> PROBLEM TO WORK ON
Please copy the data below exactly; none of the pictures in it belong in the copy.
==== RECORD EXTRACTS ====
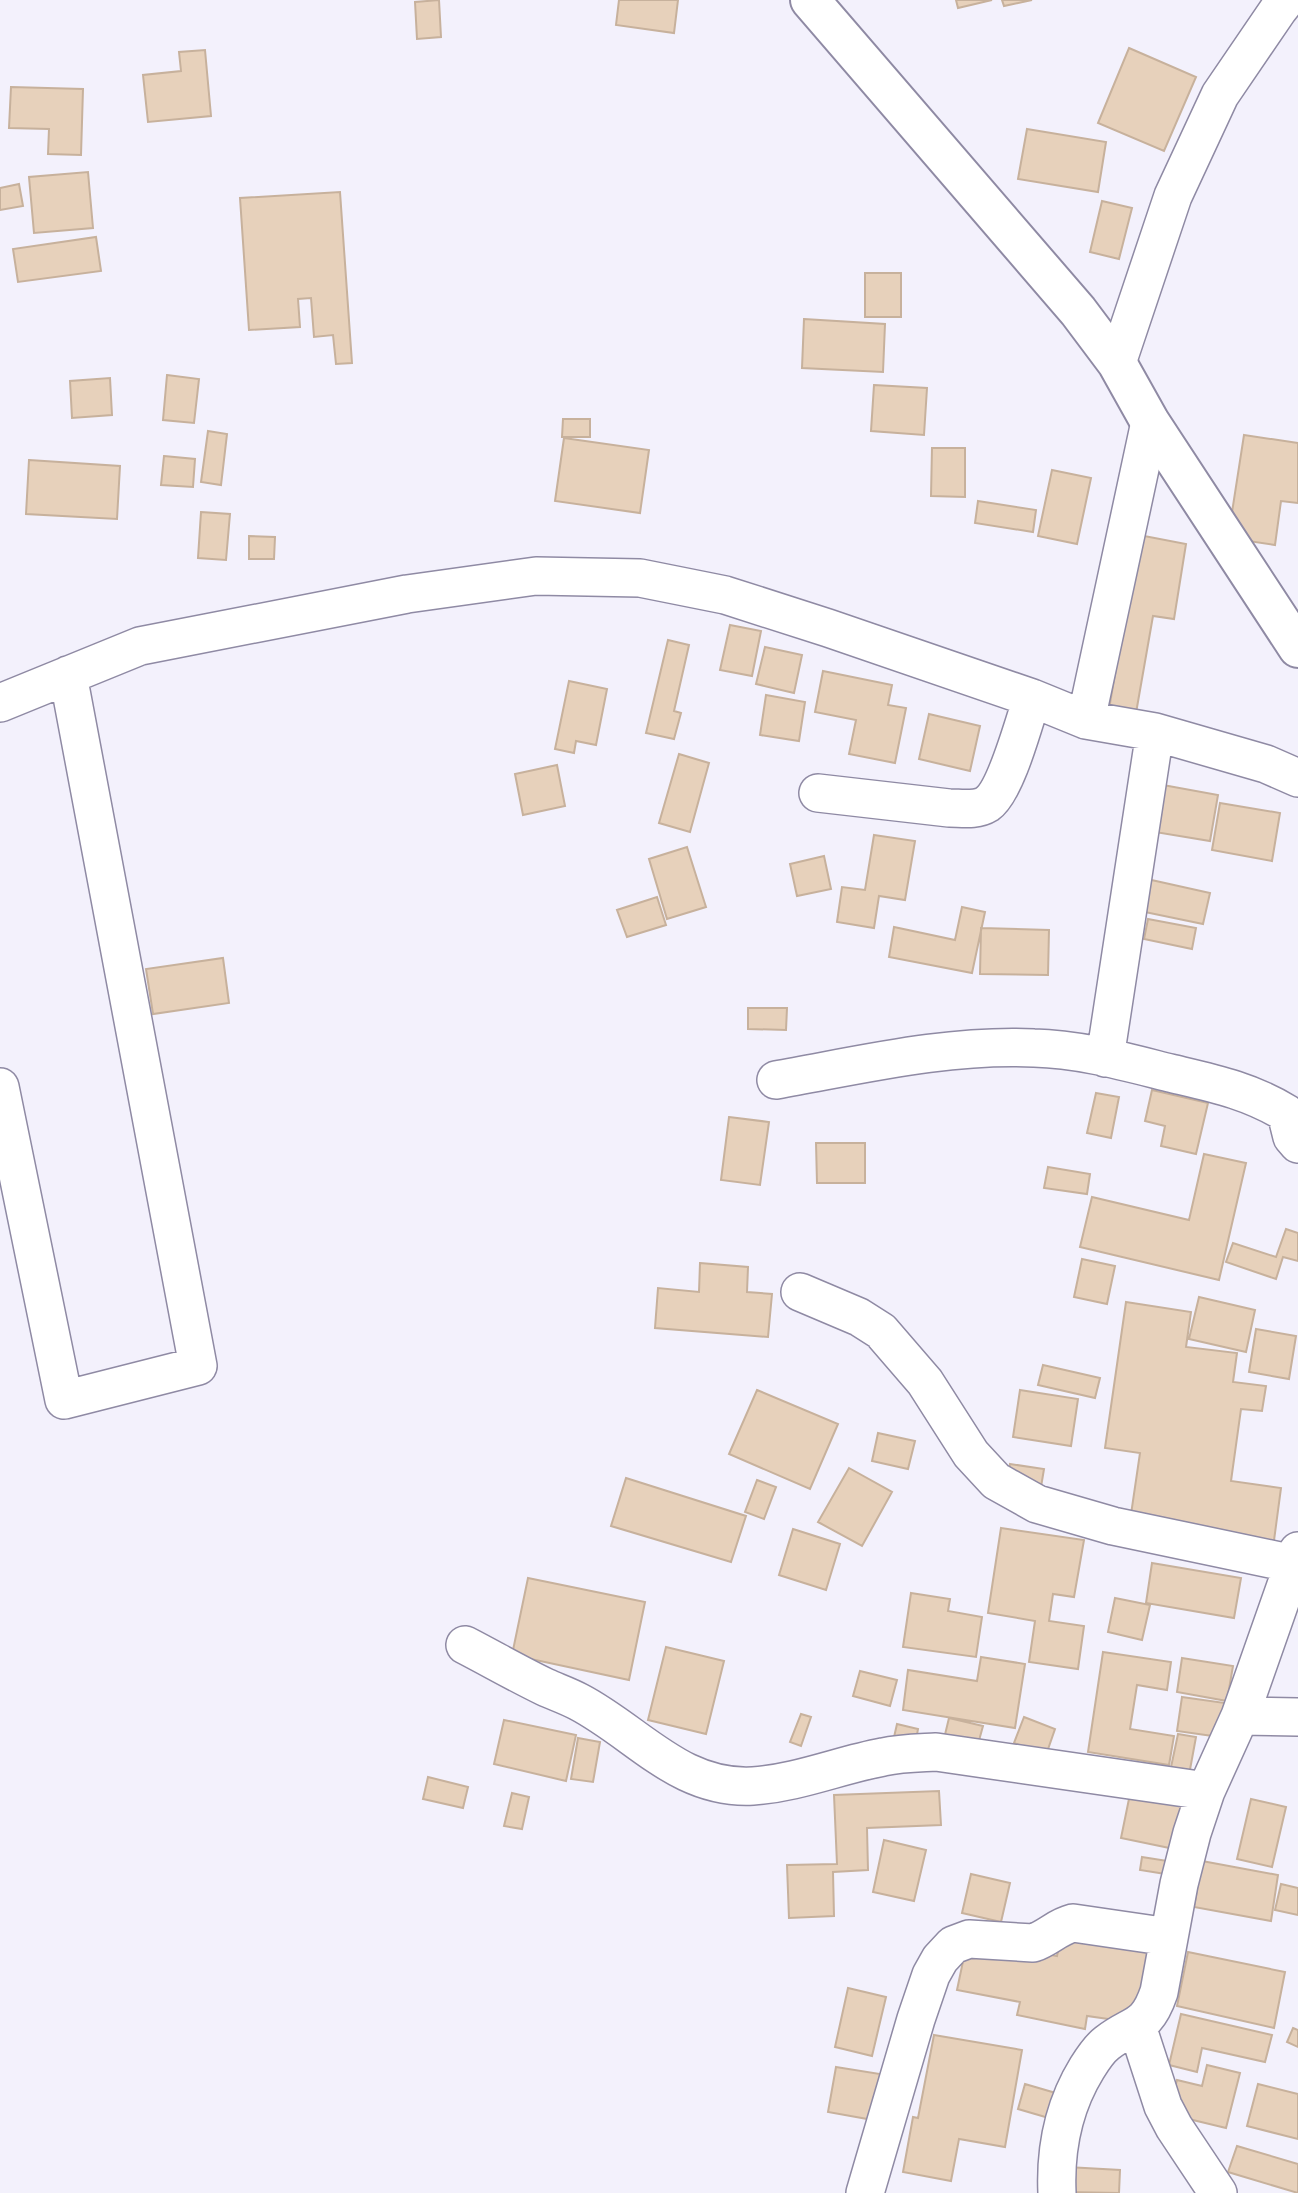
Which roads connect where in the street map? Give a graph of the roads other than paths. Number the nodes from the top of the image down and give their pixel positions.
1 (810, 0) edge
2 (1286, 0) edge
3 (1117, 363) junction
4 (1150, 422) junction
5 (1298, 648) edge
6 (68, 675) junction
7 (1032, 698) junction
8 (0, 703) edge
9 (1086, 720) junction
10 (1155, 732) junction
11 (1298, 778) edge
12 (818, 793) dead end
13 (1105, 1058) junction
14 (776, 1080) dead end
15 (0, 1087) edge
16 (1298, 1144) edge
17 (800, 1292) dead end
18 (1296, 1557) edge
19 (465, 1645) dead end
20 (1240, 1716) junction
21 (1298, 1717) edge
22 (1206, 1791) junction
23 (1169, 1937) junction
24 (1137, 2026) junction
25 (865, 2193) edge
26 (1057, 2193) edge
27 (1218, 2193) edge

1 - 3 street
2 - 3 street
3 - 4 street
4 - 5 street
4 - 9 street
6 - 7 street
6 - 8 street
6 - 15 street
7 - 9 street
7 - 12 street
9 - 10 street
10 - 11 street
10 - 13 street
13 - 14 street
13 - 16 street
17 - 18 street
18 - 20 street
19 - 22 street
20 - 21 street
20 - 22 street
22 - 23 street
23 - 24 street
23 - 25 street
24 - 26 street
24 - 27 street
====
> WRITTEN RESPONSE
Which roads connect where in the street map? Give a graph of the roads other than paths. Number the nodes from the top of the image down and give their pixel positions.
1 (810, 0) edge
2 (1286, 0) edge
3 (1117, 363) junction
4 (1150, 422) junction
5 (1298, 648) edge
6 (68, 675) junction
7 (1032, 698) junction
8 (0, 703) edge
9 (1086, 720) junction
10 (1155, 732) junction
11 (1298, 778) edge
12 (818, 793) dead end
13 (1105, 1058) junction
14 (776, 1080) dead end
15 (0, 1087) edge
16 (1298, 1144) edge
17 (800, 1292) dead end
18 (1296, 1557) edge
19 (465, 1645) dead end
20 (1240, 1716) junction
21 (1298, 1717) edge
22 (1206, 1791) junction
23 (1169, 1937) junction
24 (1137, 2026) junction
25 (865, 2193) edge
26 (1057, 2193) edge
27 (1218, 2193) edge

1 - 3 street
2 - 3 street
3 - 4 street
4 - 5 street
4 - 9 street
6 - 7 street
6 - 8 street
6 - 15 street
7 - 9 street
7 - 12 street
9 - 10 street
10 - 11 street
10 - 13 street
13 - 14 street
13 - 16 street
17 - 18 street
18 - 20 street
19 - 22 street
20 - 21 street
20 - 22 street
22 - 23 street
23 - 24 street
23 - 25 street
24 - 26 street
24 - 27 street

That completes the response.